Patellofemoral arthritis occurs when the cartilage on the back of the kneecap and on the groove (trochlear groove) where it runs wear out. It can be isolated to this area (kneecap arthritis) or be found more generally throughout the knee (knee arthritis). Arthritic change can vary from fissuring of small areas of the cartilage (early arthritis) to complete loss of the cartilage. If the cartilage wears away completely the bone underneath can become exposed (bone on bone arthritis).

How common is patellofemoral arthritis?

Arthritis affecting the kneecap joint is quite common and found in 25% of the population over the age of 20 years. Isolated kneecap arthritis (only affecting this part of the joint) is found in about 10-23% of the population.

What causes kneecap arthritis?

If you fracture your kneecap you can damage the cartilage and even if the kneecap heals, the cartilage may not recover, meaning you have an increased risk of developing arthritis later on in life.

Kneecap arthritis is commoner in people who have problems with how their kneecap tracks. If your kneecap does not fit well in the groove (if the groove is flat, the kneecap is tilted or overlapping the edge of the groove) you can put more pressure on the cartilage which risks wearing it out and resulting in arthritis.

What are the symptoms of kneecap arthritis?

You may notice pain which feels localised to the front of the knee. Typically things that make the pain worse include going up and down stairs, sitting for a long time, squats and walking downhill.

You make notice a crunch or creaking sound from your knee as you bend it which is painful. The knee may feel as if it catches or locks and you might not be able to bend it all the way.

What investigations are used to diagnose kneecap arthritis?

In the first instance an X-ray or radiograph is taken in the clinic to look at the bones in your knee. Sometimes an MRI is also needed to image the cartilage lining of your knee and also investigate the shape of your kneecap and groove. These investigations are used to determine how severe your arthritis is and if it just affects the kneecap or if it affects more of your knee.

What is the treatment of kneecap arthritis?

This depends very much on your symptoms. It is worth trying physiotherapy first as well as weight loss, ensuring you have good footwear and using hiking poles if you like to take long walks. Painkillers can also help treat the pain.

More information can be found here on different treatments and their evidence in knee arthritis:

https://www.aaos.org/globalassets/quality-and-practice-resources/osteoarthritis-of-the-knee/oak3cpg.pdf

Injections which can be offered are steroids, visco-supplementation and platelet rich plasma (PRP). There is not enough good evidence in the literature at the moment to recommend visco-supplementation or PRP for routine use.

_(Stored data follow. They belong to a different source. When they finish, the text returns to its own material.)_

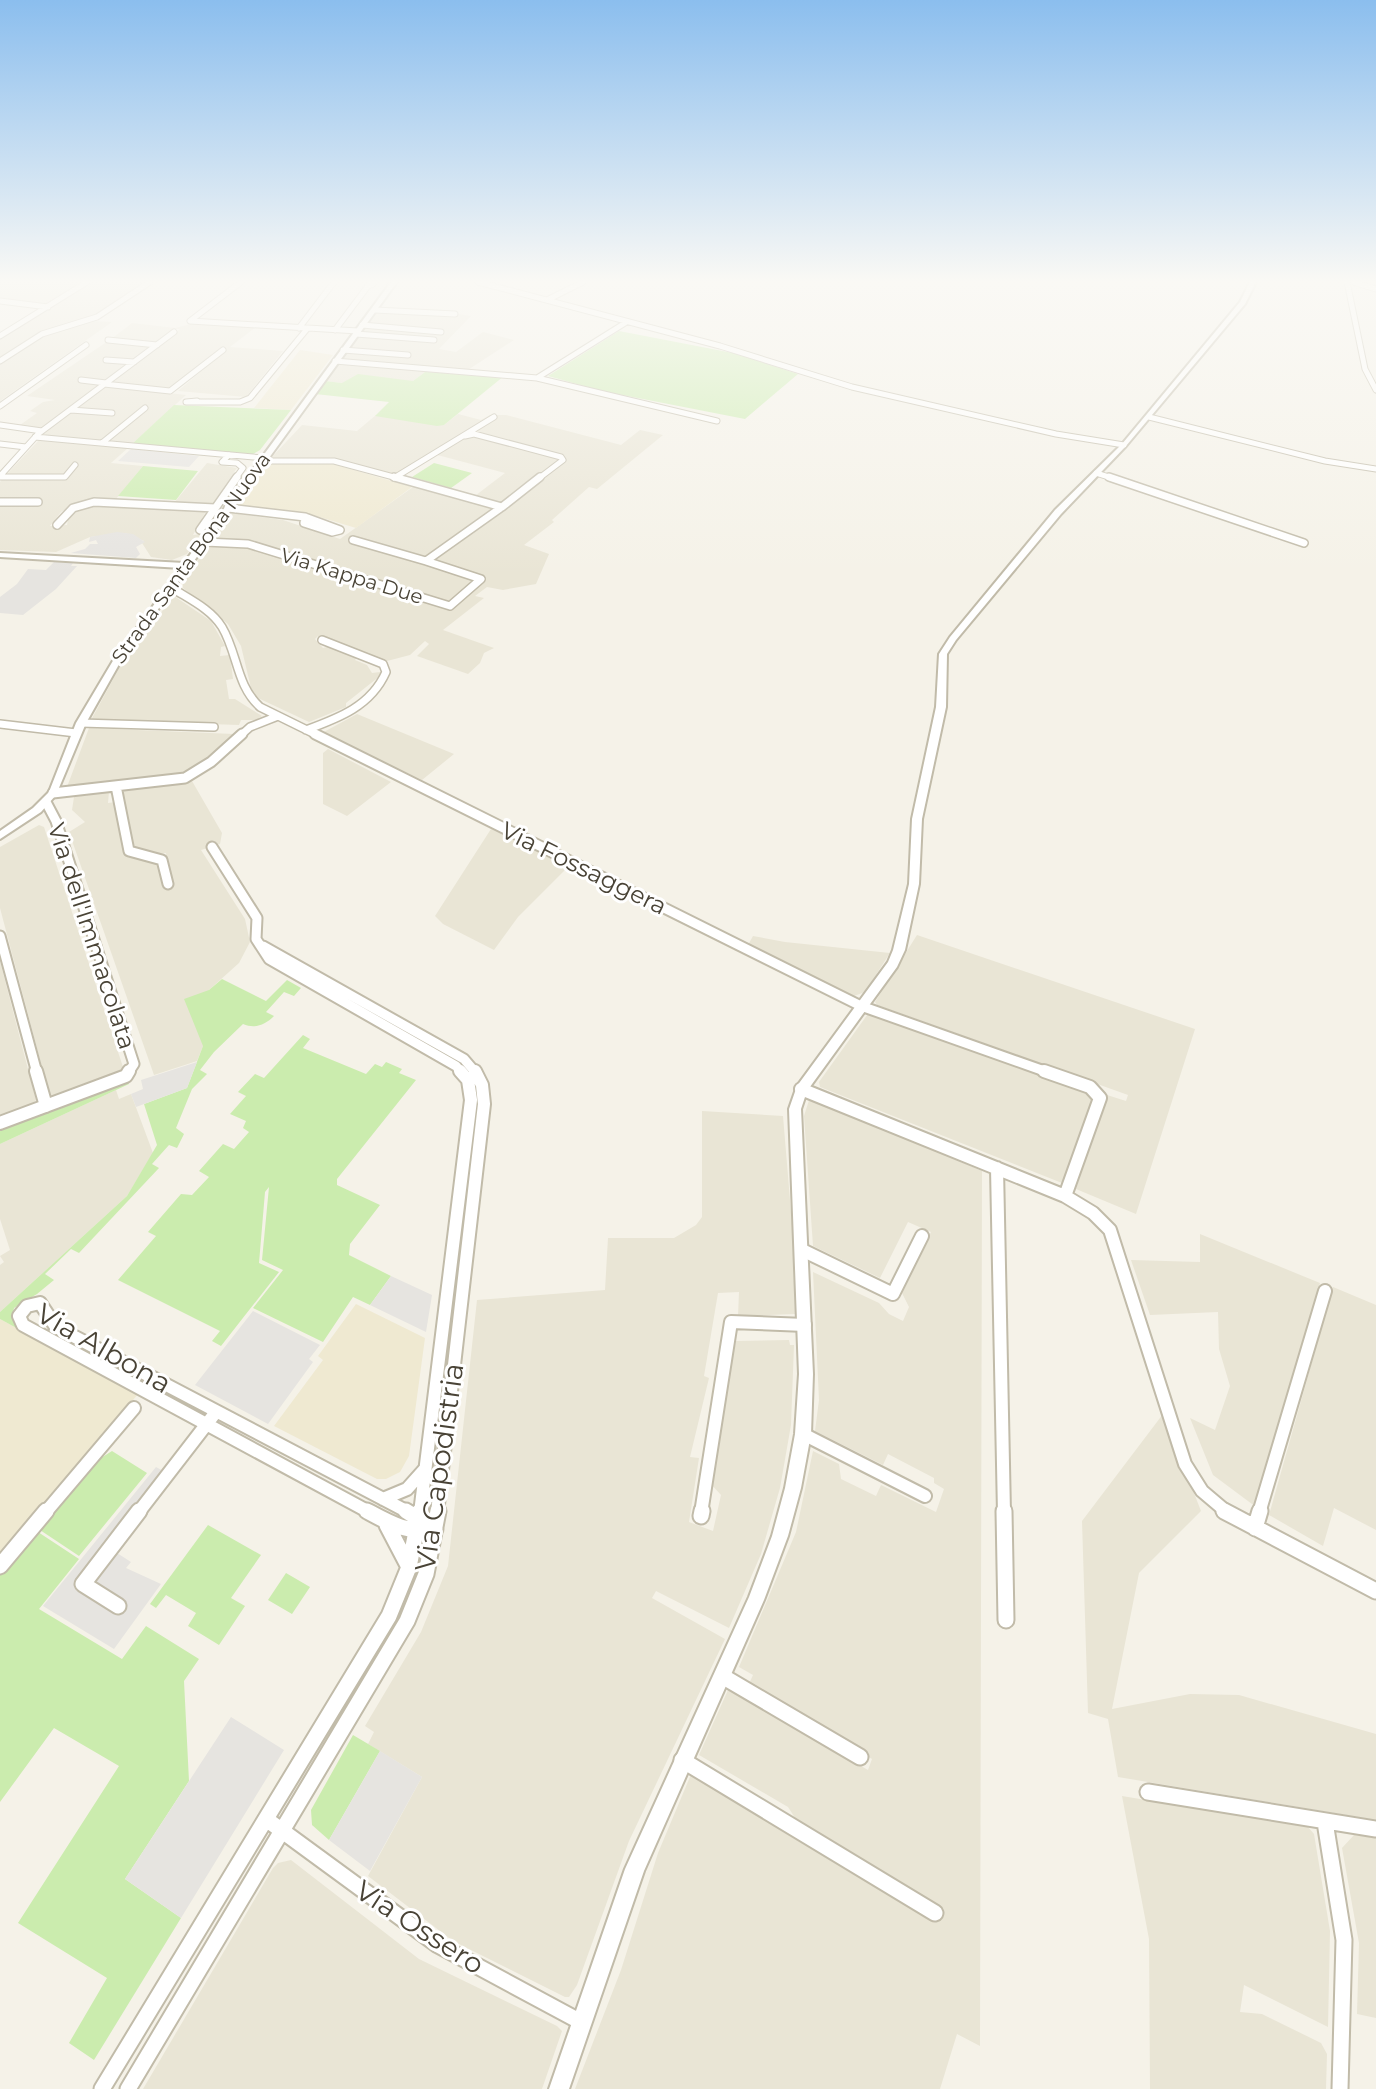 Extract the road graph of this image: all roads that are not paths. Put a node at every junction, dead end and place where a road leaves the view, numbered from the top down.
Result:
1 (37, 379) edge
2 (111, 379) edge
3 (185, 379) edge
4 (265, 379) edge
5 (321, 379) edge
6 (543, 379) edge
7 (828, 379) edge
8 (1180, 379) edge
9 (81, 380) dead end
10 (31, 384) junction
11 (105, 384) junction
12 (197, 401) dead end
13 (0, 406) edge
14 (145, 408) dead end
15 (71, 410) junction
16 (0, 412) edge
17 (112, 413) dead end
18 (494, 417) dead end
19 (1149, 417) junction
20 (717, 421) dead end
21 (0, 425) edge
22 (42, 431) junction
23 (465, 436) junction
24 (35, 437) junction
25 (102, 443) junction
26 (0, 444) edge
27 (1124, 445) junction
28 (26, 447) junction
29 (229, 455) junction
30 (262, 460) junction
31 (75, 465) dead end
32 (1376, 469) edge
33 (1096, 473) junction
34 (0, 476) edge
35 (394, 478) junction
36 (0, 502) edge
37 (38, 502) dead end
38 (502, 507) junction
39 (215, 508) junction
40 (228, 508) junction
41 (305, 517) junction
42 (57, 525) dead end
43 (200, 530) dead end
44 (353, 540) dead end
45 (205, 542) junction
46 (1304, 543) dead end
47 (197, 553) junction
48 (0, 555) edge
49 (108, 559) junction
50 (426, 561) junction
51 (166, 564) junction
52 (137, 565) junction
53 (187, 568) junction
54 (179, 578) junction
55 (172, 588) junction
56 (322, 640) dead end
57 (278, 716) junction
58 (81, 723) junction
59 (0, 724) edge
60 (214, 727) dead end
61 (306, 730) junction
62 (76, 733) junction
63 (116, 786) junction
64 (50, 798) junction
65 (0, 836) edge
66 (212, 847) dead end
67 (168, 884) dead end
68 (0, 936) edge
69 (257, 943) junction
70 (861, 1006) junction
71 (801, 1089) junction
72 (46, 1106) junction
73 (0, 1123) edge
74 (997, 1168) junction
75 (1065, 1196) junction
76 (922, 1236) dead end
77 (802, 1250) junction
78 (1325, 1291) dead end
79 (805, 1325) junction
80 (134, 1408) dead end
81 (216, 1412) junction
82 (207, 1424) junction
83 (803, 1434) junction
84 (425, 1468) junction
85 (925, 1496) dead end
86 (383, 1499) junction
87 (701, 1516) dead end
88 (384, 1520) junction
89 (418, 1525) junction
90 (1255, 1528) junction
91 (435, 1529) junction
92 (0, 1566) edge
93 (409, 1567) junction
94 (1376, 1591) edge
95 (118, 1606) dead end
96 (1006, 1620) dead end
97 (722, 1676) junction
98 (860, 1757) dead end
99 (682, 1760) junction
100 (1148, 1792) dead end
101 (266, 1819) junction
102 (1325, 1822) junction
103 (1376, 1829) edge
104 (282, 1831) junction
105 (935, 1913) dead end
106 (581, 2022) junction
107 (102, 2089) edge
108 (128, 2089) edge
109 (559, 2089) edge
110 (1340, 2089) edge

1 - 10 street
2 - 11 street
3 - 11 street
4 - 12 street
5 - 30 street, Strada Santa Bona Nuova
6 - 20 street
7 - 27 street
8 - 19 street
9 - 11 street
10 - 13 street
10 - 16 street
11 - 15 street
14 - 25 street
15 - 17 street
15 - 22 street
18 - 23 street
19 - 27 street
19 - 32 street
21 - 22 street
22 - 24 street
23 - 35 street
23 - 38 street
24 - 25 street
24 - 28 street
25 - 29 street
26 - 28 street
27 - 33 street
28 - 34 street
29 - 30 street
29 - 39 street
30 - 35 street
30 - 40 street, Strada Santa Bona Nuova
31 - 34 street
33 - 46 street
33 - 70 street
35 - 38 street
36 - 37 street
38 - 50 street
39 - 42 street
39 - 43 street
40 - 41 street
40 - 45 street, Strada Santa Bona Nuova
41 - 41 street
44 - 50 street
45 - 47 street, Strada Santa Bona Nuova
45 - 50 street, Via Kappa Due
47 - 51 street
47 - 53 street, Strada Santa Bona Nuova
48 - 49 street
49 - 51 street
49 - 52 street
51 - 53 street
52 - 53 street
52 - 54 street
53 - 54 street, Strada Santa Bona Nuova
54 - 55 street, Strada Santa Bona Nuova
55 - 57 street, Via Fossaggera
55 - 58 street, Strada Santa Bona Nuova
56 - 61 street
57 - 61 street, Via Fossaggera
57 - 63 street
58 - 60 street
58 - 62 street, Strada Santa Bona Nuova
59 - 62 street
61 - 70 street, Via Fossaggera
62 - 64 street, Strada Santa Bona Nuova
63 - 64 street
63 - 67 street
64 - 65 street
64 - 72 street, Via dell'Immacolata
66 - 69 street
68 - 72 street
69 - 84 street, Via Capodistria
69 - 91 street, Via Capodistria
70 - 71 street
70 - 75 street, Via Fossaggera
71 - 74 street
71 - 77 street
72 - 73 street, Via dell'Immacolata
74 - 75 street
74 - 96 street
75 - 90 street
76 - 77 street
77 - 79 street
78 - 90 street
79 - 83 street
79 - 87 street
80 - 92 street
81 - 82 street
81 - 82 street, Via Albona
81 - 86 street, Via Albona
82 - 88 street, Via Albona
82 - 95 street
83 - 85 street
83 - 97 street
84 - 86 street
84 - 89 street, Via Capodistria
86 - 89 street, Via Albona
88 - 89 street, Via Albona
88 - 93 street
89 - 91 street, Via Albona
89 - 93 street, Via Capodistria
90 - 94 street
91 - 104 street, Via Capodistria
93 - 101 street, Via Capodistria
97 - 98 street
97 - 99 street
99 - 105 street
99 - 106 street
100 - 102 street
101 - 104 street, Via Ossero
101 - 107 street, Via Capodistria
102 - 103 street
102 - 110 street
104 - 106 street, Via Ossero
104 - 108 street, Via Capodistria
106 - 109 street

More information can be found here:

https://www.versusarthritis.org/about-arthritis/conditions/osteoarthritis/

https://www.boa.ac.uk/resource/injectable-orthobiologic-treatments-for-osteoarthritis.html

Surgical Options for Patellofemoral Arthritis

If you have tried all other options then surgery may be offered which depends on how severe the arthritic change is. Keyhole surgery in less severe cases of arthritis can sometimes help by shaving away some of the worn cartilage and sometimes by drilling holes in the bone to encourage new cartilage to form (microfracture). If the arthritic change is isolated to a small area and you are young then cartilage grafting may be appropriate.

Realigning a kneecap that is tilted or sits very high in the knee can help if doing so offloads an area of worn cartilage and loads a healthier area of cartilage. A tibial tubercle osteotomy is used to move the kneecap across and down if appropriate.

If the cartilage is completely worn away behind the kneecap and you are at an appropriate age then a patellofemoral replacement is an option. This involves replacing the back of your kneecap with a plastic button and the worn out groove with a metal groove. This allows your kneecap to slide in the new metal groove.

A patellofemoral replacement can last from 5-10 years and if it wears out then it would need to be replaced with a total knee replacement which is a larger operation. If your kneecap arthritis also affects the rest of the knee joint or you are older than 70 years then a total knee replacement may be more appropriate.